O mundo gravita entre dois polos. Entre o materialismo e a espiritualidade. Entre a economia e a religião. Entre o petróleo e a verdade da Fé – da crença.
Recentemente, a SIC transmitiu uma reportagem sobre as religiões e de como estas serão daqui a 15 anos. As opiniões divergem, mas não muito!
O que sabemos é que o vencedor tem o direito a contar a história à sua maneira, sendo essa a versão que passará de boca em boca e de livro em livro. Muitos preocupam-se com a nova vaga de muçulmanos, outros defendem os processos de aculturação.
O Comissariado português para esta vaga de refugiados tem conduzido o processo à luz do ecumenismo, correndo o risco de fazer confundir o apoio aos refugiados de guerra, com a solidariedade própria das IPSS, muitas delas ligadas às religiões. – Uma coisa, é uma coisa. Outra coisa, é outra coisa!
Acredito nos processos de aculturação. Portugal tem história e dá cartas nessa matéria. Neste canto da Península foi possível que várias religiões coabitassem ao mesmo tempo. Ainda hoje vigora em Portugal o Rito Moçárabe.
Durante o período de ocupação árabe coexistiam nas mesmas cidades, um pouco por todo o país: os bairros cristãos, os bairros islâmicos, os bairros judeus e os bairros moçárabes. Em certa medida a criação da Alheira é, não só, fruto da necessidade de sobrevivência, mas principalmente, o resultado eficaz de um processo de aculturação.
Colocam-se algumas perguntas:
– Seremos hoje capazes de reconstruir um processo ecuménico e de aculturação entre várias verdades religiosas?!
– Seremos capazes de tamanha tolerância quando os cenários de guerra – muitas vezes guerrilhas económicas e petrolíferas encapotadas de guerras religiosas – entram pelas nossas casas adentro – sem pedir licença – em horário nobre e à hora em que as famílias jantam – quase sempre com a televisão ligada no telejornal para que estas estejam mais ocupadas a ver noticias em vez de falarem uns com os outros?!
– É o afastamento dos jovens das religiões um facto facilitador dos processos de aculturação e propício a um maior grau de tolerância entre as pessoas?!
Paradoxalmente, ao mesmo tempo que as pessoas se afastam das religiões de massas, procuram preencher o vazio da espiritualidade encontrando Deus cada um à sua maneira.

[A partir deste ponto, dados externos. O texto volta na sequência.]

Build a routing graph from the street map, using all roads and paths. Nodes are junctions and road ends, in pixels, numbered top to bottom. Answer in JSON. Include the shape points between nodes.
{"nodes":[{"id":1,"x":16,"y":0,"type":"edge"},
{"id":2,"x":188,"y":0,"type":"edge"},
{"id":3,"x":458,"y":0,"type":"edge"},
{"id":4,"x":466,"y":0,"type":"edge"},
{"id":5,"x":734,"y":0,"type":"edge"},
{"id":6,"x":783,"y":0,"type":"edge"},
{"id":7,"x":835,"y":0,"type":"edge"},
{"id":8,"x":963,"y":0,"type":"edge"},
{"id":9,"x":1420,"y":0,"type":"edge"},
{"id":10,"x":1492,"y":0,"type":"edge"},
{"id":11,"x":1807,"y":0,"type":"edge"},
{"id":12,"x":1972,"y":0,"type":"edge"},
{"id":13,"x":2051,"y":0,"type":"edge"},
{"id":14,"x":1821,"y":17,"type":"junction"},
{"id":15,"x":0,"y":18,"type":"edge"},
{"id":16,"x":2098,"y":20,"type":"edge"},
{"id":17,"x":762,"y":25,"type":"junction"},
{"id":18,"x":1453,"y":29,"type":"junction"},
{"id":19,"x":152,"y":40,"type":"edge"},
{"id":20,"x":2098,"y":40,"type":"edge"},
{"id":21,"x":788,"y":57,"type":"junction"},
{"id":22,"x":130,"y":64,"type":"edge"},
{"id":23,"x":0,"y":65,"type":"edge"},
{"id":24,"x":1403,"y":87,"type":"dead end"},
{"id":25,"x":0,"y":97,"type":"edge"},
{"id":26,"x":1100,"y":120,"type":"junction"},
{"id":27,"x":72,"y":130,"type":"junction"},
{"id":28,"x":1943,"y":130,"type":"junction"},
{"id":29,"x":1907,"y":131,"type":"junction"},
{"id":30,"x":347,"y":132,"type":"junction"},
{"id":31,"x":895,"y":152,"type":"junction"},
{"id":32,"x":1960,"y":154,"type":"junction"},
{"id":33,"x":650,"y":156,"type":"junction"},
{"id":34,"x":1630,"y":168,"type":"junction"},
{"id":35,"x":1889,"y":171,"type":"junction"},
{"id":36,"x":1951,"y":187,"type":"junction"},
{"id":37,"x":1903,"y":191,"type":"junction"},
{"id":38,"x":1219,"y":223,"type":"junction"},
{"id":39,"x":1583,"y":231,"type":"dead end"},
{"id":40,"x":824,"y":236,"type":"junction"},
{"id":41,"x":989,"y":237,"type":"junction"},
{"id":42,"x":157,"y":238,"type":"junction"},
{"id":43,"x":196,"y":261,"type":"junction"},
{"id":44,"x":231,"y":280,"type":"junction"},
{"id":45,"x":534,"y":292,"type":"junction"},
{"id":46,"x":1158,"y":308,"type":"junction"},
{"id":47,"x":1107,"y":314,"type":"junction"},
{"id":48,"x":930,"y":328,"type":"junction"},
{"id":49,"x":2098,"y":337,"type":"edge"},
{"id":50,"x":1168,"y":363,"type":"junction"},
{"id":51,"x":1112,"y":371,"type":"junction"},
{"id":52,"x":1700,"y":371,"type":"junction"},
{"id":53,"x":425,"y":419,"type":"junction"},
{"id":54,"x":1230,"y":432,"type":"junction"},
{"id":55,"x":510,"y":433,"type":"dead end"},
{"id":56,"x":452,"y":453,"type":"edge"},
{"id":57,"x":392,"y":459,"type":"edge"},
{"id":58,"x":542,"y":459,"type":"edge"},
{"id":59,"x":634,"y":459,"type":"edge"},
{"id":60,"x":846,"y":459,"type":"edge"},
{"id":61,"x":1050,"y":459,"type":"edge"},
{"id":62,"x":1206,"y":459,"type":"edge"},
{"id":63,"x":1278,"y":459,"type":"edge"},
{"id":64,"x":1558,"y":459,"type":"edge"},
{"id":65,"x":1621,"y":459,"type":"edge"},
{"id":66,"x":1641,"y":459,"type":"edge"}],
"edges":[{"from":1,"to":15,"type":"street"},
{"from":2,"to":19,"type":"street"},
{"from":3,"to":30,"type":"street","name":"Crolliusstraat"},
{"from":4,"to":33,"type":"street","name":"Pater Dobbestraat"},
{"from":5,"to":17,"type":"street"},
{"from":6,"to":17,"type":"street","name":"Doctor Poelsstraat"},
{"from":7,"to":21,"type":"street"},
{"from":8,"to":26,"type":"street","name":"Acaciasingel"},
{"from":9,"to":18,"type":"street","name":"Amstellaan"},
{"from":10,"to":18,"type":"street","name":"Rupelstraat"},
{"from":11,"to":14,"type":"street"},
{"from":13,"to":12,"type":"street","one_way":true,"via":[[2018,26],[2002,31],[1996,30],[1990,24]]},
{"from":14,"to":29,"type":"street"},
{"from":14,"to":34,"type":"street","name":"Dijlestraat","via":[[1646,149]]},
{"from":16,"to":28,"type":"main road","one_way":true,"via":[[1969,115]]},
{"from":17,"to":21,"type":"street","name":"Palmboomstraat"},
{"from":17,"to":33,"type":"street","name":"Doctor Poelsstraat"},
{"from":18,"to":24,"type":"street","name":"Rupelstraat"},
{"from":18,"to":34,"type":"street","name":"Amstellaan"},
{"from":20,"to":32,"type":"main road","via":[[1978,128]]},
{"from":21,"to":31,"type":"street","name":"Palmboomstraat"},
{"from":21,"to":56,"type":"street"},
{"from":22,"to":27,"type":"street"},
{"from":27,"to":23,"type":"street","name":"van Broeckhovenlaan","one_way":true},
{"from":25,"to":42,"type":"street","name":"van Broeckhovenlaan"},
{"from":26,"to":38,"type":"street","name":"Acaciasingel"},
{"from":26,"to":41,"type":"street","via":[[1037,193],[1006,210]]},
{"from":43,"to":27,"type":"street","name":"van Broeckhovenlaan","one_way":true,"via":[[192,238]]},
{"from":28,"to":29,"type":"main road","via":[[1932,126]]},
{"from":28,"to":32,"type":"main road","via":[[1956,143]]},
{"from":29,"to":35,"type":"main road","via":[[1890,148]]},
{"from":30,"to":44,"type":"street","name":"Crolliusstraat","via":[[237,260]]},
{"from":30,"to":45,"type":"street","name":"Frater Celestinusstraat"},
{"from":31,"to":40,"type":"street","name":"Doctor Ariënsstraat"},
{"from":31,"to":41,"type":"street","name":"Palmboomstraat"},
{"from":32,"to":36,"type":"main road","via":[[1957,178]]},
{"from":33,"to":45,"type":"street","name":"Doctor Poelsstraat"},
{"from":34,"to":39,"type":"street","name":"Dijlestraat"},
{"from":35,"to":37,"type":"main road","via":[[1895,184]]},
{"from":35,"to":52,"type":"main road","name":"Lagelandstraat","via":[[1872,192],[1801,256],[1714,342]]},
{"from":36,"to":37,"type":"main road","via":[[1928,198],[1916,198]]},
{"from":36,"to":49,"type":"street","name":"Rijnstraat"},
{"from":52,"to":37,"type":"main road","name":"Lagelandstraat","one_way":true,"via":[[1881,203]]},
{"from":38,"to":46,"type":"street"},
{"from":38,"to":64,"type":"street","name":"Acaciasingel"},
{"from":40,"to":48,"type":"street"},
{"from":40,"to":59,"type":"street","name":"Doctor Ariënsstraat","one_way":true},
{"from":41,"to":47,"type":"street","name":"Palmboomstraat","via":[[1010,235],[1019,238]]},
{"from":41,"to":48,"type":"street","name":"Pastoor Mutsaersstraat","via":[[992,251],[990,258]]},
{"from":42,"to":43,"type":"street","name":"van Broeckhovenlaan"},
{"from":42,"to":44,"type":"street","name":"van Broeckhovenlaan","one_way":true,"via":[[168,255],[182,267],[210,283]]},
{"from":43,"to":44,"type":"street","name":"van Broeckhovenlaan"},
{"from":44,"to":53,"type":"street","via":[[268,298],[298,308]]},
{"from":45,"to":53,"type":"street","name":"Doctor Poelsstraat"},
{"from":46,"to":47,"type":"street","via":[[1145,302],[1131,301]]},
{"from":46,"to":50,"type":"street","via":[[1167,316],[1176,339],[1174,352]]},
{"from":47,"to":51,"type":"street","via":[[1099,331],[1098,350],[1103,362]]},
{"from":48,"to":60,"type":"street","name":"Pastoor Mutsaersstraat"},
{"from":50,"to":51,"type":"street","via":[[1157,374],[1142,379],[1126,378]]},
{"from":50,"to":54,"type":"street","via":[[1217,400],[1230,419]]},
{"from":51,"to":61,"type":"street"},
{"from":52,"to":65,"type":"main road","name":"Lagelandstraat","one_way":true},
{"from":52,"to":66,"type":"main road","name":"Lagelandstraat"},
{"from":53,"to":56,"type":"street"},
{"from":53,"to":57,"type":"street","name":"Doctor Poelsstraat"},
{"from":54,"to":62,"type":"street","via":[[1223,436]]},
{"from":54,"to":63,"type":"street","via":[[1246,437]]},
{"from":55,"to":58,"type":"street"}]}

Uns criam seitas, outros encontram no Yoga uma nova forma de viver, outros buscam os rituais mais ancestrais da história e que estão na origem de muitas festas religiosas um pouco por todo o mundo. Outros buscam a verdade na natureza, outros na ciência e outros ainda na filosofia.

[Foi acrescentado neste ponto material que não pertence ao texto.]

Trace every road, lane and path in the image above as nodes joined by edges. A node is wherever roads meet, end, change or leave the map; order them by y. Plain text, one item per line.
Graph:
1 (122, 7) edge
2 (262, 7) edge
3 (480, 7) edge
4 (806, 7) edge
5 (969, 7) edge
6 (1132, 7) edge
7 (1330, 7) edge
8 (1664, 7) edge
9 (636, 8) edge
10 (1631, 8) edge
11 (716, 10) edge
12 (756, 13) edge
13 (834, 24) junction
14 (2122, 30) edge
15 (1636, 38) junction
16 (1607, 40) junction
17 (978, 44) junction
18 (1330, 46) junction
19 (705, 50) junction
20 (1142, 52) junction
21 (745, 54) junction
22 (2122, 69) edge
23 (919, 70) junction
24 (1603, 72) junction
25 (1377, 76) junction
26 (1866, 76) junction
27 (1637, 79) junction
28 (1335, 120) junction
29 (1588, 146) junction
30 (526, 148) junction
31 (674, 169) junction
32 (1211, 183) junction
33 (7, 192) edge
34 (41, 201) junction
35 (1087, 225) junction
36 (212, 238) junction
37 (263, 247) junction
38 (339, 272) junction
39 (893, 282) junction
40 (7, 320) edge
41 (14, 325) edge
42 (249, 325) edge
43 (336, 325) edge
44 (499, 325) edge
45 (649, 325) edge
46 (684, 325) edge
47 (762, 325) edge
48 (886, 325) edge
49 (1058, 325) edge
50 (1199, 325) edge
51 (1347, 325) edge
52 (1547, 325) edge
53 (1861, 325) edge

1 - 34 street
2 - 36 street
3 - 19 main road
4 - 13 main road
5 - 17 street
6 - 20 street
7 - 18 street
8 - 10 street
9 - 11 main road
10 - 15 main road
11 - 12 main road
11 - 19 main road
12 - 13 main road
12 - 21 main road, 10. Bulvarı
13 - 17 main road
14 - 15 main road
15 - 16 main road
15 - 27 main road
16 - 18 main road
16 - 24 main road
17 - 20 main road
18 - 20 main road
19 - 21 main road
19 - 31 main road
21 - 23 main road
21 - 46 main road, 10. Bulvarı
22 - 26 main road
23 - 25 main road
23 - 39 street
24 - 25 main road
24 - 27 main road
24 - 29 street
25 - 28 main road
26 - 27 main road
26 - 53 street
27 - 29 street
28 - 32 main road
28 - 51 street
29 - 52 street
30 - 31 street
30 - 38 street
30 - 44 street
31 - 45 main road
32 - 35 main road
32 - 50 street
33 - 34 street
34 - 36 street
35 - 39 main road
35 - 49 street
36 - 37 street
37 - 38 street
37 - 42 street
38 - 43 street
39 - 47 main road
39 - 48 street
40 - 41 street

Pessoalmente, creio que estas verdades se interligam e todas – ou quase todas – estarão imbuídas de bondade e Amor.
Há um lado interessante e pouco abordado ao nível das religiões. Todas as grandes religiões de massas têm dentro de si aspectos de estudo que levaram à coexistência de escolas espirituais internas quase sempre negadas e perseguidas pelas próprias religiões que lhe deram origem, porquanto ao desfazerem a simbologia e a mística própria de casa religião, põem a nu a fragilidade dos dogmas em que estão assentes.
É esse estudo interno sobre a verdade e origem de cada Fé que faz com que a gnose Sufi (do islão), a gnose Cabalista (judaica), a gnose Rosacruz (do cristianismo primitivo) – não confundir com graus maçónicos – o estudo do Tao e o Zen-Budismo, e até mesmo alguns graus superiores da Maçonaria Temporal, digam a mesma coisa por palavras diferentes e que estas sejam a cada dia corroborada pelos avanços da ciência, nomeadamente pela física quântica: Que a unidade encerrando tudo em si, é composta por diversidade. Que cada célula de vida é um microcosmos igual ao cosmos gigante que nos rodeia. Que pelo principio de que nada se cria, nada se perde e tudo se transforma, é possível mudar tudo, mas que para mudar o mundo exterior é preciso que cada homem e mulher se transforme a si mesmo por dentro, onde “o essencial é invisível aos olhos” – como dizia Exupéry.
Ficando a meditar nas minhas próprias palavras pergunto-me: – E se Deus realmente escreve direito por linhas tortas, não se poderá dar o caso estarmos a caminhar para mundo onde cada pessoa imbuída de um auto-conhecimento superior seja capaz de grandes obras?! Não será possível transformar a Guerra em Paz, onde o chumbo que cada um carrega dentro de si seja transmutado em Áurea luz?
O mundo gira entre antagonismos e muitas vezes a guerra pelo controlo do território serve-se da religião para atingir os seus fins, porquanto a religião – a capacidade inata que todos temos de nos religar a Deus, aos Homens e ao mais intimo de nós mesmos – é, ao mesmo tempo, a nossa maior fragilidade e a nossa maior força.